Kündigungen im Zusammenhang mit dem Umzug kündigte Briegmann nicht an: "Es gibt 45 Arbeitsplätze in Hamburg. Fast jedem Mitarbeiter können wir ein Umzugsangebot unterbreiten." Der Manager erinnerte auch an die gestiegenen Bedeutung Berlins im künstlerischen Bereich: "Auf der künstlerischen Ebene ist Berlin in der Musik bedeutender als Hamburg." Allerdings erwarte er auch finanzielle Unterstützung aus Staatsmitteln für den Umzug: "Wir haben normale Fördermittel beantragt", sagte er.
60 Millionen Euro Umsatz
Die Deutsche Grammophon mit dem weltweit bekannten gelben Firmensymbol auf den CD- und Plattencovern veröffentlicht die größten Stars der Branche: die Dirigenten Herbert von Karajan oder Claudio Abbado, Solisten wie Alfred Brendel oder Anne-Sophie Mutter, Orchester wie die Berliner Philharmoniker.
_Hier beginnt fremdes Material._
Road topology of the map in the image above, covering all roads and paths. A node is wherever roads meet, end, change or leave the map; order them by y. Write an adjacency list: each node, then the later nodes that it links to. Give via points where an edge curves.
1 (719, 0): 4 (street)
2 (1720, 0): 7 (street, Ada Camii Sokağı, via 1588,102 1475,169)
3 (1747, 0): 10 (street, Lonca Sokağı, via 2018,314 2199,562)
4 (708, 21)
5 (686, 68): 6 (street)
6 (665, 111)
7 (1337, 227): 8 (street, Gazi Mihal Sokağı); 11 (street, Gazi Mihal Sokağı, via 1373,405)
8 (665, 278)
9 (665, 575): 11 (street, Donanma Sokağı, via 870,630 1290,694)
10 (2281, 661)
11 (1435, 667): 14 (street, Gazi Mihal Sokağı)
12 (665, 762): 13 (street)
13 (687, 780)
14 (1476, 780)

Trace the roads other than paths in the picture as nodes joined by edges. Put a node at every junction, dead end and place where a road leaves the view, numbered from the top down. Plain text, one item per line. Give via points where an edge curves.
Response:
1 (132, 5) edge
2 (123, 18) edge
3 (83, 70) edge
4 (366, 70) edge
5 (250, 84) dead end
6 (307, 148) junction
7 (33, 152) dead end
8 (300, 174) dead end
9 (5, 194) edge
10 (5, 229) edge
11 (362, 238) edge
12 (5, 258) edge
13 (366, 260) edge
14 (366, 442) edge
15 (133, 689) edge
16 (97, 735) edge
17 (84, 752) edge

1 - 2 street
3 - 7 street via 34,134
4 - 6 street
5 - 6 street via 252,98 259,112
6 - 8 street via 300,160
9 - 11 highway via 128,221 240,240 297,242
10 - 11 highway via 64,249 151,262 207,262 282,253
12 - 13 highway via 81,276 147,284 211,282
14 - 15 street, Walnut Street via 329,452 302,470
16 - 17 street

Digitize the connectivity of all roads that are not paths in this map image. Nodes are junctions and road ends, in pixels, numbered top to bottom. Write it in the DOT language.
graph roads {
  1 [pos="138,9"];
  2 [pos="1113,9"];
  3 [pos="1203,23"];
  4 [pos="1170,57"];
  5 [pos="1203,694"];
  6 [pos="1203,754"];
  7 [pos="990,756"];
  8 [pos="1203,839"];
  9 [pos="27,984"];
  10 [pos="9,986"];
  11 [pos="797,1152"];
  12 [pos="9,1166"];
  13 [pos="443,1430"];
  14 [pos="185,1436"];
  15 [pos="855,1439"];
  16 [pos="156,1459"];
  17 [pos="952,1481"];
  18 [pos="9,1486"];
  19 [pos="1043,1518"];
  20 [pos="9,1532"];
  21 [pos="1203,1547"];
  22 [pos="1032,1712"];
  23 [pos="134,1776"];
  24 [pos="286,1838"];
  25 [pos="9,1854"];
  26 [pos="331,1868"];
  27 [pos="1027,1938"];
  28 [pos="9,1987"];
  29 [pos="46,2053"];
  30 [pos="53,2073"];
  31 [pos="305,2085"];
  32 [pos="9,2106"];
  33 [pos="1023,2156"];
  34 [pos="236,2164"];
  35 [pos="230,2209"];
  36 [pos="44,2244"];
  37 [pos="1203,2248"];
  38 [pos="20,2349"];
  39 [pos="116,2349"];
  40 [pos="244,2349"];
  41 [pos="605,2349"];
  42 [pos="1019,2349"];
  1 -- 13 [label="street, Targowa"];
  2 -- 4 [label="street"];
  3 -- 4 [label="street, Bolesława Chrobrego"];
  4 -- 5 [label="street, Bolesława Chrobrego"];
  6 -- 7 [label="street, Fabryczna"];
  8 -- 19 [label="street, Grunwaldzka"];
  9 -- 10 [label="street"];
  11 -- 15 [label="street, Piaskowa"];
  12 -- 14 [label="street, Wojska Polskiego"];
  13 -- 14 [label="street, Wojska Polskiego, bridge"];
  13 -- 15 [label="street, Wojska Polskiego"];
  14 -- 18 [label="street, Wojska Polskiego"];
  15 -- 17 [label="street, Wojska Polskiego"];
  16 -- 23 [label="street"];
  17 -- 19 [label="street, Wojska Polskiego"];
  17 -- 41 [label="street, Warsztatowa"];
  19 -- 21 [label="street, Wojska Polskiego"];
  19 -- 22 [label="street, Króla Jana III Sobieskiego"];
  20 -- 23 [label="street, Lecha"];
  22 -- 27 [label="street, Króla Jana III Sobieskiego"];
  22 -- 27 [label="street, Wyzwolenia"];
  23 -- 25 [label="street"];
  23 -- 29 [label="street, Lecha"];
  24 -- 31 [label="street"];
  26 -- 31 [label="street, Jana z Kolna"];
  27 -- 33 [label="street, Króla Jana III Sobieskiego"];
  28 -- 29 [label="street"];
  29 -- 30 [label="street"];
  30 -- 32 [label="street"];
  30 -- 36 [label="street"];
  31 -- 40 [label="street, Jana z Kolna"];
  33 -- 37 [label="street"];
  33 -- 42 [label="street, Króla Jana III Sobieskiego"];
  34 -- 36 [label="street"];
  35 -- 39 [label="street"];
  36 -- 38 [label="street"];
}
Mit einem Jahresumsatz von weltweit 60 Millionen Euro gilt die Deutsche Grammophon als Marktführer. Klassikfans schätzen die CDs mit dem gelben Label trotz hoher Preise wegen ihrer hohen technischen und musikalischen Qualität. Briegmann machte klar, dass die Firma auch in Berlin unabhängig bleiben werde: "Eines ist klar: Die Deutsche Grammophon bleibt als eigenes Label bestehen."
Die Deutsche Grammophon wurde 1898 in Hannover gegründet und zog 1900 nach Berlin. Seit 1956 ist die Firma in Hamburg ansässig. Sie gehört zum weltweiten Musikkonzern Universal, der wiederum Teil des französischen Medienkonzerns Vivendi ist. In den letzten Jahren verlor Hamburg zahlreiche Medienfirmen an Berlin: Universal, wesentliche Teile des Axel-Springer-Verlages, den Verband der Musikwirtschaft und mehr. Den betroffenen Mitarbeitern der Grammophon bleibt ein kleiner Trost: Nachdem sie in Hamburg ihren Sitz direkt am Hafen am Baumwall hatten, können sie künftig in Berlin am Osthafen aufs Wasser schauen.
Neben der großen künstlerischen Vergangenheit war die Deutsche Grammophon auch technisch oft vorneweg: Angefangen mit dem Gründer Emil Berliner, der als einer der Erfinder der Schallplatte und des Grammophons gilt, war das Unternehmen auch in der Folge immer wieder Innovationsführer und veröffentlichte die erste doppelseitige Schallplatte, produzierte 1913 die erste Gesamtaufnahme eines Orchesterwerks - Ludwig van Beethovens Fünfte Sinfonie mit den Berliner Philharmoniker unter Arthur Nikisch -, nahm ab 1946 nur noch auf Magnetbändern auf, startete 1982 die weltweit erste industrielle CD-Produktion, veröffentlichte Laserdiscs und war das erste Klassiklabel, das Aufnahmen über einen eigenen Web-Shop vertrieb.